• **Work to complete**: Restate every line of the data word for word, except for the images.

[Saved data entries]
▼▼▼
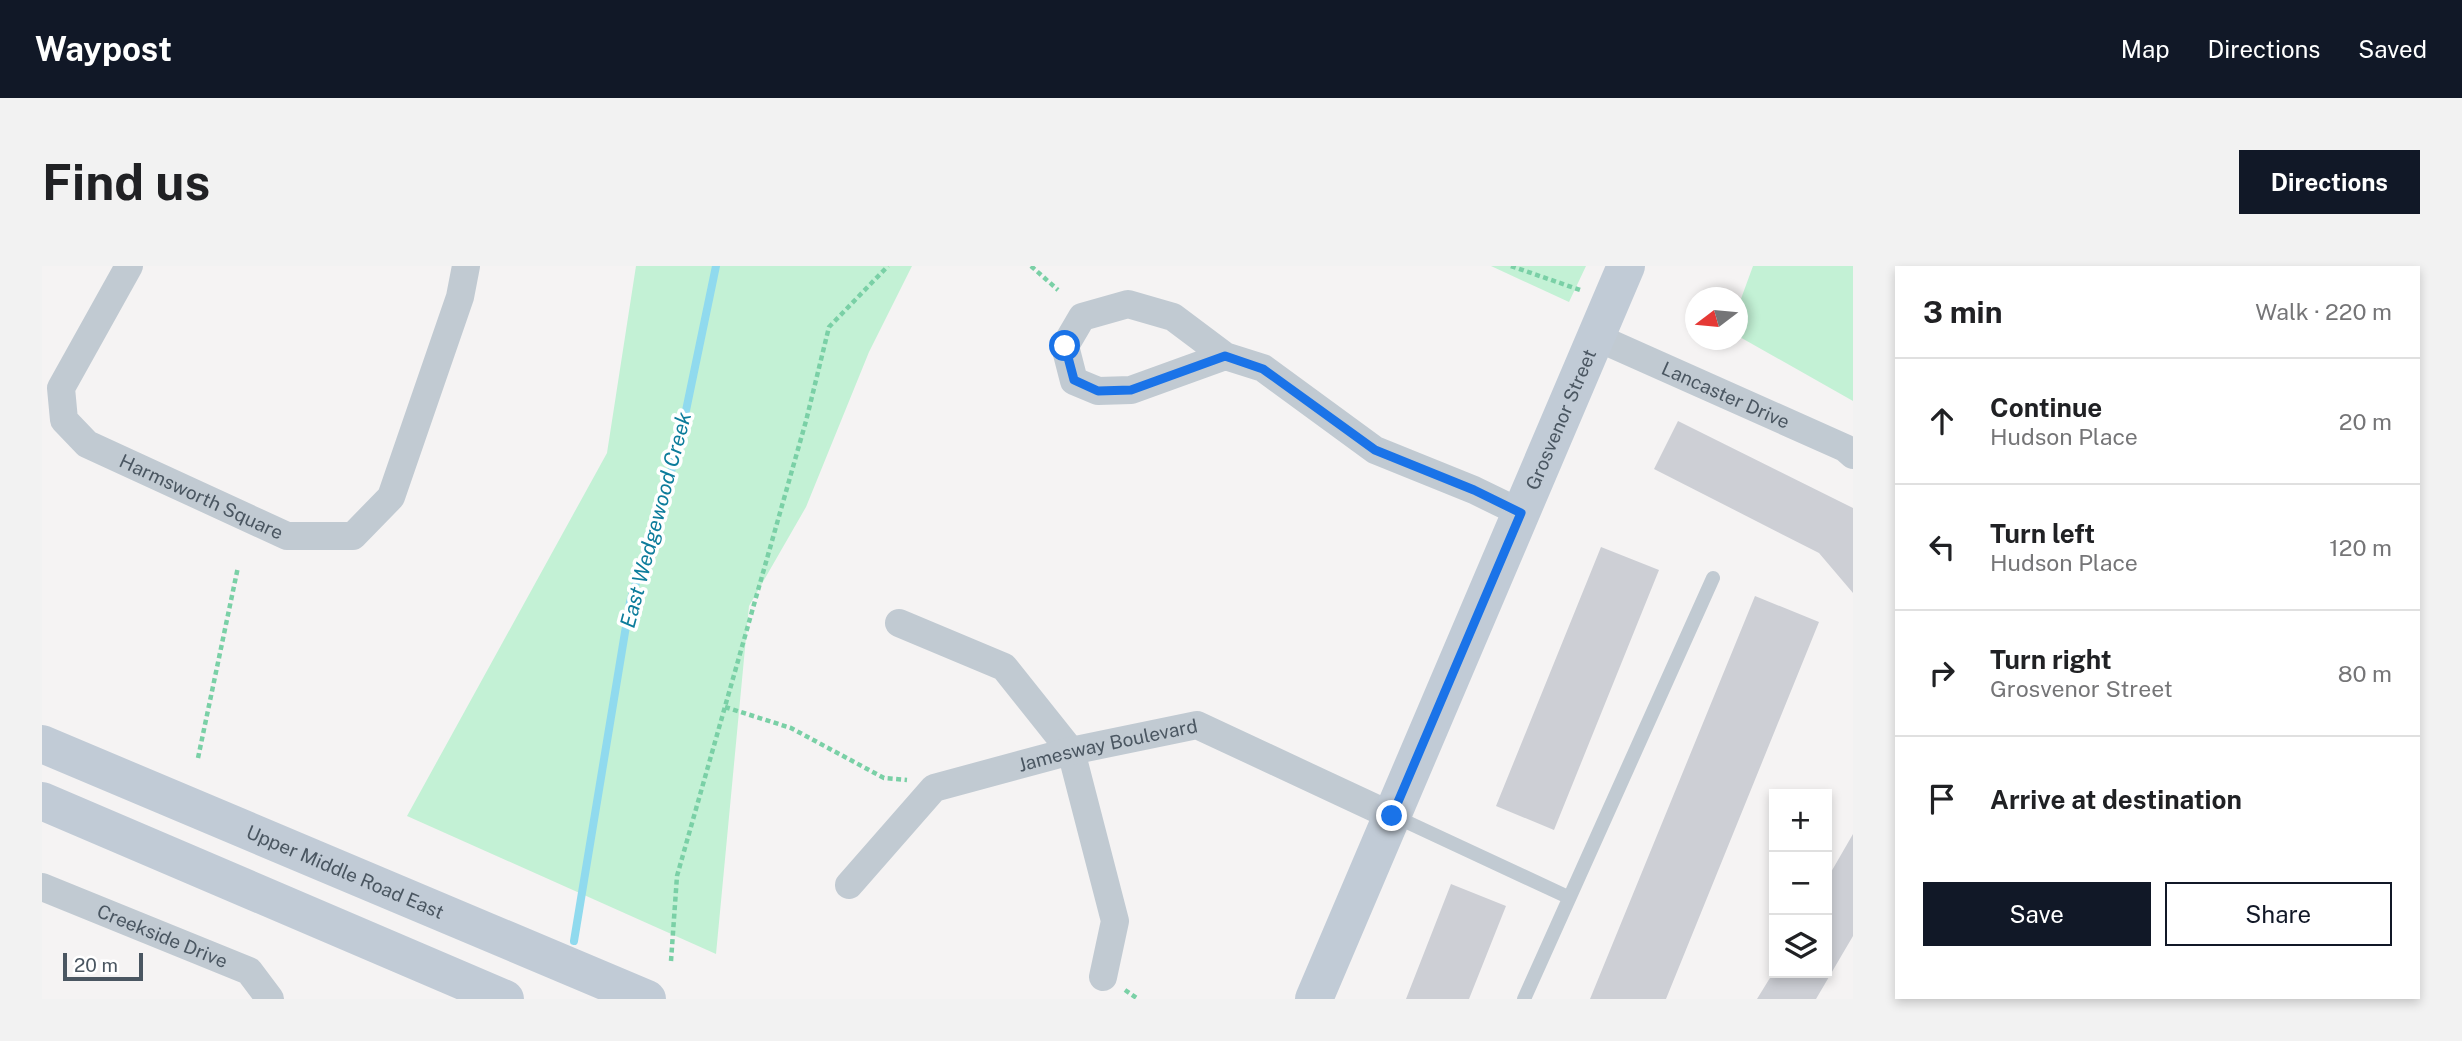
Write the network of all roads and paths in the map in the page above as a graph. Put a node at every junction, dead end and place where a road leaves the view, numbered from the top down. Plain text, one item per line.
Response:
1 (129, 266) edge
2 (466, 266) edge
3 (888, 266) edge
4 (1031, 266) edge
5 (1511, 266) edge
6 (1626, 266) edge
7 (1058, 290) dead end
8 (1611, 300) junction
9 (1596, 337) junction
10 (1225, 356) junction
11 (1853, 454) edge
12 (1521, 513) junction
13 (238, 567) dead end
14 (1713, 578) dead end
15 (899, 624) dead end
16 (725, 707) junction
17 (42, 744) edge
18 (1071, 751) junction
19 (198, 758) dead end
20 (908, 780) dead end
21 (42, 802) edge
22 (1392, 816) junction
23 (849, 885) dead end
24 (42, 887) edge
25 (1568, 897) junction
26 (671, 961) dead end
27 (1103, 976) dead end
28 (270, 999) edge
29 (505, 999) edge
30 (647, 999) edge
31 (1314, 999) edge
32 (1524, 999) edge

1 - 2 street, Harmsworth Square
3 - 16 path
4 - 7 path
5 - 8 path
6 - 8 main road, Grosvenor Street
8 - 9 main road, Grosvenor Street
9 - 11 street, Lancaster Drive
9 - 12 main road, Grosvenor Street
10 - 10 street
10 - 12 street
12 - 22 main road, Grosvenor Street
13 - 19 path
14 - 25 lane
15 - 18 street
16 - 20 path
16 - 26 path
17 - 30 main road, Upper Middle Road East
18 - 22 street, Jamesway Boulevard
18 - 23 street, Jamesway Boulevard
18 - 27 street
21 - 29 main road
22 - 25 lane
22 - 31 main road, Grosvenor Street
24 - 28 street, Creekside Drive
25 - 32 lane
▲▲▲
• **Solution to the exercise**:
Write the network of all roads and paths in the map in the page above as a graph. Put a node at every junction, dead end and place where a road leaves the view, numbered from the top down. Plain text, one item per line.
Response:
1 (129, 266) edge
2 (466, 266) edge
3 (888, 266) edge
4 (1031, 266) edge
5 (1511, 266) edge
6 (1626, 266) edge
7 (1058, 290) dead end
8 (1611, 300) junction
9 (1596, 337) junction
10 (1225, 356) junction
11 (1853, 454) edge
12 (1521, 513) junction
13 (238, 567) dead end
14 (1713, 578) dead end
15 (899, 624) dead end
16 (725, 707) junction
17 (42, 744) edge
18 (1071, 751) junction
19 (198, 758) dead end
20 (908, 780) dead end
21 (42, 802) edge
22 (1392, 816) junction
23 (849, 885) dead end
24 (42, 887) edge
25 (1568, 897) junction
26 (671, 961) dead end
27 (1103, 976) dead end
28 (270, 999) edge
29 (505, 999) edge
30 (647, 999) edge
31 (1314, 999) edge
32 (1524, 999) edge

1 - 2 street, Harmsworth Square
3 - 16 path
4 - 7 path
5 - 8 path
6 - 8 main road, Grosvenor Street
8 - 9 main road, Grosvenor Street
9 - 11 street, Lancaster Drive
9 - 12 main road, Grosvenor Street
10 - 10 street
10 - 12 street
12 - 22 main road, Grosvenor Street
13 - 19 path
14 - 25 lane
15 - 18 street
16 - 20 path
16 - 26 path
17 - 30 main road, Upper Middle Road East
18 - 22 street, Jamesway Boulevard
18 - 23 street, Jamesway Boulevard
18 - 27 street
21 - 29 main road
22 - 25 lane
22 - 31 main road, Grosvenor Street
24 - 28 street, Creekside Drive
25 - 32 lane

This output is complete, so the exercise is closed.